Reasons why BIND isn't being upgraded

Joe Rhett jrhett at isite.net
Fri Feb 2 21:31:04 UTC 2001


> Without rehashing the whole "open-disclosure" vs. "non-disclosure" 
> arguments related to security issues in software, or the historically
> extreme inadequacies of CERT in offering timely notification of ANY 
> security-related issues, it's very disappointing to see ISC resort to a
> fee-based, non-public-disclosure-at-the-time-of-discovery, NDA'd and
> "we'll update people via CERT" method of dealing with the community they
> have served for so long.
> 
> I would have hoped by now that lists such as Bugtraq would have adequately 
> exhibited the folly of such methodologies. 
 
The purpose of the list doesn't appear to circumvent Bugtraq -- you're
comparing two different issues. As I understand it, this list is
specifically for software vendors and root operators to get immediate
notification and patches to fix the bug in advance. You're confusing
a software patch support channel with a security response channel, which
ISC's list isn't intended to me. AFAIK -- I'm not related to ISC.

You also missed the note that non-for-profit and educational institutions
are free to join, and any other group may apply for similar status.

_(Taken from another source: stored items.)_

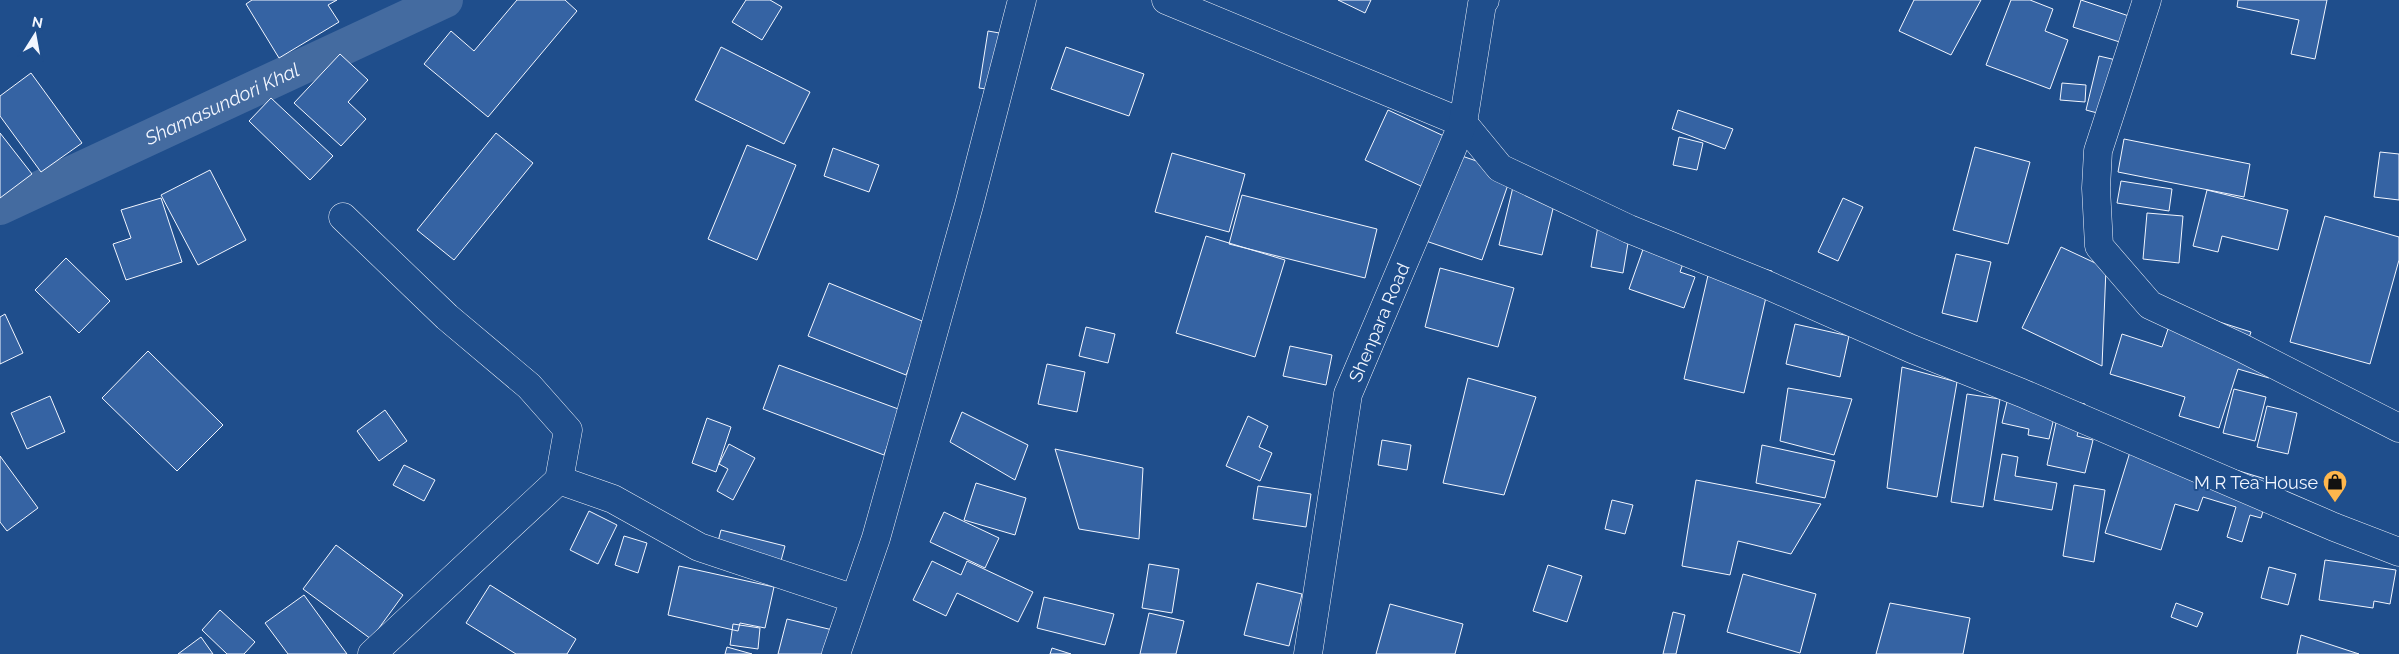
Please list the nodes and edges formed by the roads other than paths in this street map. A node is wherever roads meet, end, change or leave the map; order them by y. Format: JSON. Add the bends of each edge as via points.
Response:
{"nodes":[{"id":1,"x":1022,"y":0,"type":"edge"},
{"id":2,"x":1166,"y":0,"type":"edge"},
{"id":3,"x":1486,"y":0,"type":"edge"},
{"id":4,"x":2147,"y":0,"type":"edge"},
{"id":5,"x":1463,"y":123,"type":"junction"},
{"id":6,"x":343,"y":217,"type":"dead end"},
{"id":7,"x":2399,"y":428,"type":"edge"},
{"id":8,"x":559,"y":480,"type":"junction"},
{"id":9,"x":2399,"y":552,"type":"edge"},
{"id":10,"x":855,"y":599,"type":"junction"},
{"id":11,"x":372,"y":654,"type":"edge"},
{"id":12,"x":836,"y":654,"type":"edge"},
{"id":13,"x":1308,"y":654,"type":"edge"}],
"edges":[{"from":1,"to":10,"type":"street","via":[[970,204],[876,538]]},
{"from":2,"to":5,"type":"street"},
{"from":3,"to":5,"type":"street","name":"Shenpara Road","via":[[1482,4]]},
{"from":4,"to":7,"type":"street","via":[[2098,151],[2099,246],[2150,305]]},
{"from":5,"to":9,"type":"street","via":[[1500,168],[1629,229]]},
{"from":5,"to":13,"type":"street","name":"Shenpara Road","via":[[1348,394]]},
{"from":6,"to":8,"type":"street","via":[[447,317],[529,386],[568,430]]},
{"from":8,"to":10,"type":"street","via":[[613,499],[699,547]]},
{"from":8,"to":11,"type":"street"},
{"from":10,"to":12,"type":"street"}]}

I frankly enjoy getting patches and having a few hours to apply them 
before the remaining world can start diffing the patches. This is true of
any channel. I don't always have time to read Bugtraq's high noise ratio.
I deeply appreciate any software vendor who provides direct notification to
paying support clients. This makes perfect sense.

-- 
Joe Rhett                                         Chief Technology Officer
JRhett at ISite.Net                                      ISite Services, Inc.